What you need to do
Transcribe all of the records exactly, leaving every line as it is.

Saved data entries
Content starts

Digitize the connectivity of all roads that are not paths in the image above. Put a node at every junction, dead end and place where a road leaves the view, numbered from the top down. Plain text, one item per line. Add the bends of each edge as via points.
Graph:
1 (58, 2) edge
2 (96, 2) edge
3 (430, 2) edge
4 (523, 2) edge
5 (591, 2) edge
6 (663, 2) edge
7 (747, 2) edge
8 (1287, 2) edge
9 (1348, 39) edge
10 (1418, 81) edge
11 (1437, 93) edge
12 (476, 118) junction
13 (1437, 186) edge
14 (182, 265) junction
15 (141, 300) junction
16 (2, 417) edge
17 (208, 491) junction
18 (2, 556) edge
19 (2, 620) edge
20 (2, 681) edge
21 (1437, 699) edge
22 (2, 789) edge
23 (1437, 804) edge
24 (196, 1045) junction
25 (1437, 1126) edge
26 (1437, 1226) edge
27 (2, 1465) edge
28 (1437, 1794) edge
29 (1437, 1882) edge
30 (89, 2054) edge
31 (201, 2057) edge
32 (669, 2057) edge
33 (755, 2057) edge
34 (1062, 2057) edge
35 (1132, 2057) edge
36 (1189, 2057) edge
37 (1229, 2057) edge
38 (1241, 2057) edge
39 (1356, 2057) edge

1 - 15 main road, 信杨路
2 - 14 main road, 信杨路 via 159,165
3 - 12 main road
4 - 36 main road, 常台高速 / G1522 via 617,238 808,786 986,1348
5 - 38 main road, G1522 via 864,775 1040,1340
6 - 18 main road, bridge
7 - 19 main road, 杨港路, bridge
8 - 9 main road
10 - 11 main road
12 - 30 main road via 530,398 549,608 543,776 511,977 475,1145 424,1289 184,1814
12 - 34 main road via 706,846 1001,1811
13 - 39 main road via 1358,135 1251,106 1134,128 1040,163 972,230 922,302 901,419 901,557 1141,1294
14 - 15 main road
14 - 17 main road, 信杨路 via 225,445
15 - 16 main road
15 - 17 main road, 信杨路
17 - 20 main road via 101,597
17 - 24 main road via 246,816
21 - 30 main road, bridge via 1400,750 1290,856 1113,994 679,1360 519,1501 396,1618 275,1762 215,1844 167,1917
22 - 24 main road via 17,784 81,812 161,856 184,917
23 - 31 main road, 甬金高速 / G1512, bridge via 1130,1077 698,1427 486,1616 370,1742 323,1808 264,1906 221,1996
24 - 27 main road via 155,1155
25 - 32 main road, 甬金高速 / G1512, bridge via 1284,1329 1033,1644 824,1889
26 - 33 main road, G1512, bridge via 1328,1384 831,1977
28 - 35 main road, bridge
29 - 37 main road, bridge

Content ends

Reply to the exercise
Digitize the connectivity of all roads that are not paths in the image above. Put a node at every junction, dead end and place where a road leaves the view, numbered from the top down. Plain text, one item per line. Add the bends of each edge as via points.
Graph:
1 (58, 2) edge
2 (96, 2) edge
3 (430, 2) edge
4 (523, 2) edge
5 (591, 2) edge
6 (663, 2) edge
7 (747, 2) edge
8 (1287, 2) edge
9 (1348, 39) edge
10 (1418, 81) edge
11 (1437, 93) edge
12 (476, 118) junction
13 (1437, 186) edge
14 (182, 265) junction
15 (141, 300) junction
16 (2, 417) edge
17 (208, 491) junction
18 (2, 556) edge
19 (2, 620) edge
20 (2, 681) edge
21 (1437, 699) edge
22 (2, 789) edge
23 (1437, 804) edge
24 (196, 1045) junction
25 (1437, 1126) edge
26 (1437, 1226) edge
27 (2, 1465) edge
28 (1437, 1794) edge
29 (1437, 1882) edge
30 (89, 2054) edge
31 (201, 2057) edge
32 (669, 2057) edge
33 (755, 2057) edge
34 (1062, 2057) edge
35 (1132, 2057) edge
36 (1189, 2057) edge
37 (1229, 2057) edge
38 (1241, 2057) edge
39 (1356, 2057) edge

1 - 15 main road, 信杨路
2 - 14 main road, 信杨路 via 159,165
3 - 12 main road
4 - 36 main road, 常台高速 / G1522 via 617,238 808,786 986,1348
5 - 38 main road, G1522 via 864,775 1040,1340
6 - 18 main road, bridge
7 - 19 main road, 杨港路, bridge
8 - 9 main road
10 - 11 main road
12 - 30 main road via 530,398 549,608 543,776 511,977 475,1145 424,1289 184,1814
12 - 34 main road via 706,846 1001,1811
13 - 39 main road via 1358,135 1251,106 1134,128 1040,163 972,230 922,302 901,419 901,557 1141,1294
14 - 15 main road
14 - 17 main road, 信杨路 via 225,445
15 - 16 main road
15 - 17 main road, 信杨路
17 - 20 main road via 101,597
17 - 24 main road via 246,816
21 - 30 main road, bridge via 1400,750 1290,856 1113,994 679,1360 519,1501 396,1618 275,1762 215,1844 167,1917
22 - 24 main road via 17,784 81,812 161,856 184,917
23 - 31 main road, 甬金高速 / G1512, bridge via 1130,1077 698,1427 486,1616 370,1742 323,1808 264,1906 221,1996
24 - 27 main road via 155,1155
25 - 32 main road, 甬金高速 / G1512, bridge via 1284,1329 1033,1644 824,1889
26 - 33 main road, G1512, bridge via 1328,1384 831,1977
28 - 35 main road, bridge
29 - 37 main road, bridge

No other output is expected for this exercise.